Now, let us move forward and see how income varies across different work classes. For this purpose, let us first see the different work classes and then create a bar chart for visual analysis.

print(df["workclass"].unique())

# Select workclasses
top_workclasses = df["workclass"].value_counts().head(7).index

filtered_df = df[df["workclass"].isin(top_workclasses)]

# Create chart
plt.figure(figsize=(10,6))

sns.countplot(
    data=filtered_df,
    x="workclass",
    hue="income"
)

# Titles and labels
plt.title("Income Distribution Across Workclass Categories")
plt.xlabel("Workclass")
plt.ylabel("Number of Individuals")

plt.xticks(rotation=15)

plt.show()

Income Distribution across Workclass (Image by Author)

The bar chart above shows that most individuals in our dataset worked in the Private sector, making it the dominant employment category. Across almost all work classes, the number of people earning less than 50k is significantly higher than those earning more than 50k.

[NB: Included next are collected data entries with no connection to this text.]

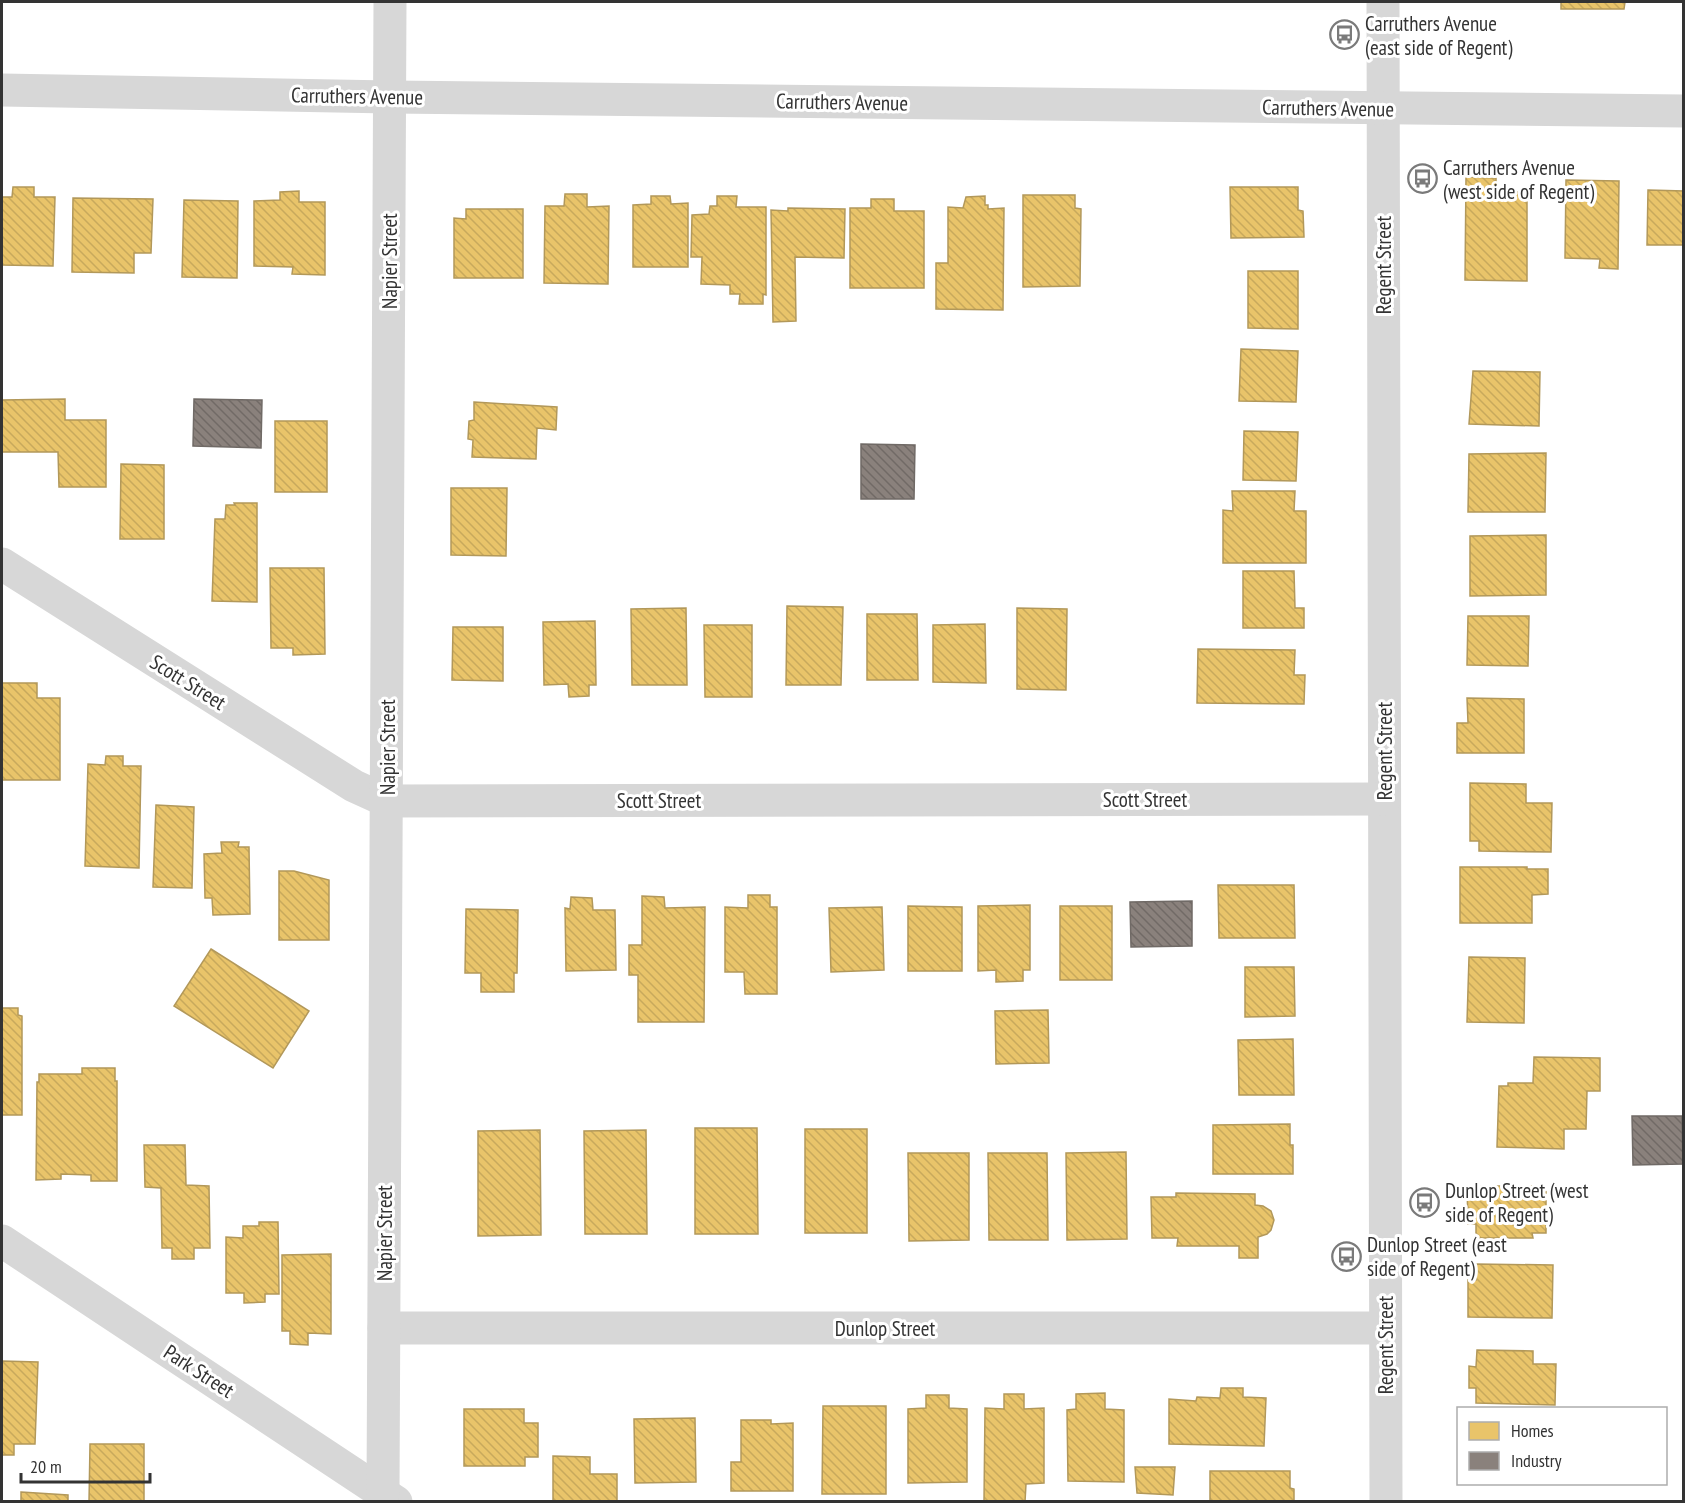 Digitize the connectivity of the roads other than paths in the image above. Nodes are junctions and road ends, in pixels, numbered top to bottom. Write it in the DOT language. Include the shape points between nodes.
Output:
graph roads {
  1 [pos="390,2"];
  2 [pos="1383,2"];
  3 [pos="2,90"];
  4 [pos="390,97"];
  5 [pos="1383,108"];
  6 [pos="1683,111"];
  7 [pos="2,564"];
  8 [pos="1384,799"];
  9 [pos="387,801"];
  10 [pos="2,1241"];
  11 [pos="384,1328"];
  12 [pos="1385,1328"];
  13 [pos="389,1497"];
  14 [pos="1386,1502"];
  1 -- 4 [label="street, Napier Street"];
  2 -- 5 [label="street, Regent Street"];
  3 -- 4 [label="street, Carruthers Avenue"];
  4 -- 5 [label="street, Carruthers Avenue"];
  4 -- 9 [label="street, Napier Street"];
  5 -- 6 [label="street, Carruthers Avenue"];
  5 -- 8 [label="street, Regent Street"];
  7 -- 9 [label="street, Scott Street" via="354,786"];
  8 -- 9 [label="street, Scott Street"];
  8 -- 12 [label="street, Regent Street"];
  9 -- 11 [label="street, Napier Street"];
  10 -- 13 [label="street, Park Street"];
  11 -- 12 [label="street, Dunlop Street"];
  11 -- 13 [label="street, Napier Street"];
  12 -- 14 [label="street, Regent Street"];
} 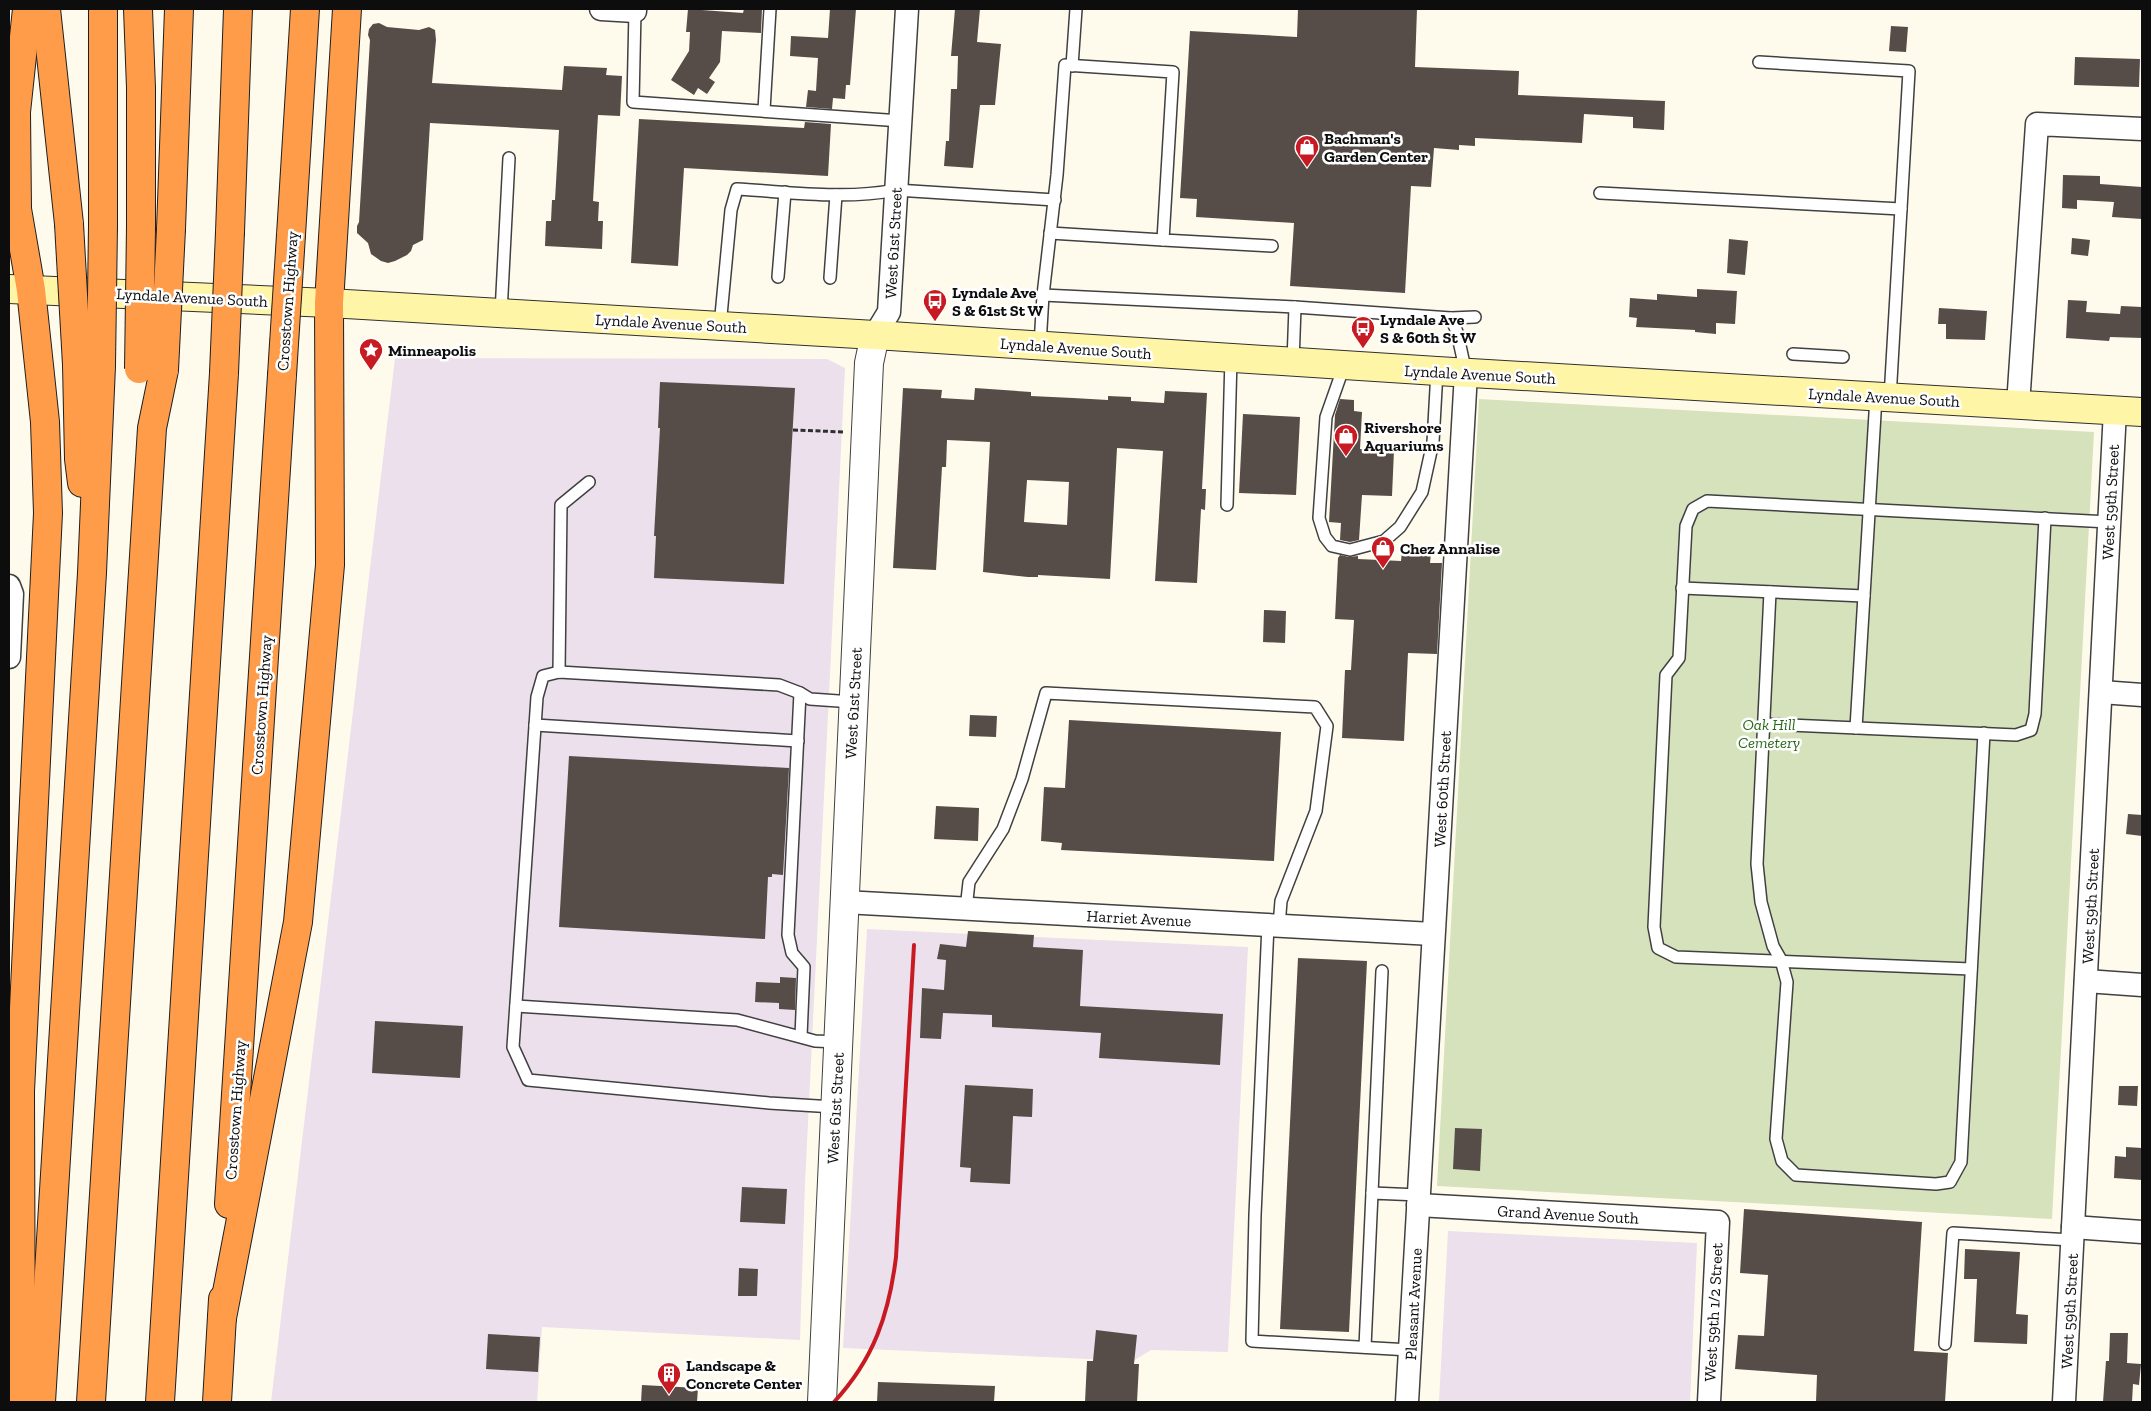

Self-employed incorporated workers (Self-emp-inc) appear to have a relatively stronger high-income proportion compared to some government sectors.

Income in relation to Occupation Analysis

Now, let us see how occupation affected income through a simple print statement.

result = df[df["income"] == ">50K"]["occupation"].value_counts().head(10)
print(result)

In the code above, we have accessed the top 10 occupations where people were earning more than 50k. As can be seen in the output above, the highest occupation was of “exec managerial”, then “prof speciality”, etc. This means that executive roles, technical professions, and specialized skilled work have higher earning potential than others.

Income in relation to Age Analysis

Next, let us see how income was affected by age.

# Create figure
plt.figure(figsize=(10,6))

# Boxplot
sns.boxplot(
    x="income",
    y="age",
    data=df
)

# Titles and labels
plt.title("Age vs Income Pattern")
plt.xlabel("Income Category")
plt.ylabel("Age")

# Show graph
plt.show()

Age vs Income Patterns (Image by Author)

As can be seen in the image above, we have created a simple chart that shows 2 boxes, one defining the less than 50k income category and the other showing greater than 50k. We can see from the graph that younger people were mostly in the less than 50k category, with a few outliers of old age in this category. We can also see that the median age for high-income earners is noticeably higher, suggesting that income tends to increase with age and experience. This reflects how career growth, experience, and seniority often lead to higher salaries over time.

Key Findings & Conclusion

In this article, we have thoroughly analyzed the US census dataset 1994 to find out trends in income with respect to different factors, namely: age, gender, occupation, workclass, hours per week etc. The following were the key findings:

The majority of the population falls in the lower-income category
Education generally increased the probability of a higher income
Work hours do matter, but only slightly; there is no guarantee of higher income for all greater hours/week!
Occupation is one of the strongest factors in higher-income individuals; certain job positions are enough to have increased income!
Income generally increases with age.

We have used Python’s pandas, matplotlib, and seaborn to not only clean data, but also analyze it with the help of plots and charts. We can practically conclude from this analysis that income is not determined by a single factor; rather, it is a combination of education, occupation, experience, and opportunity!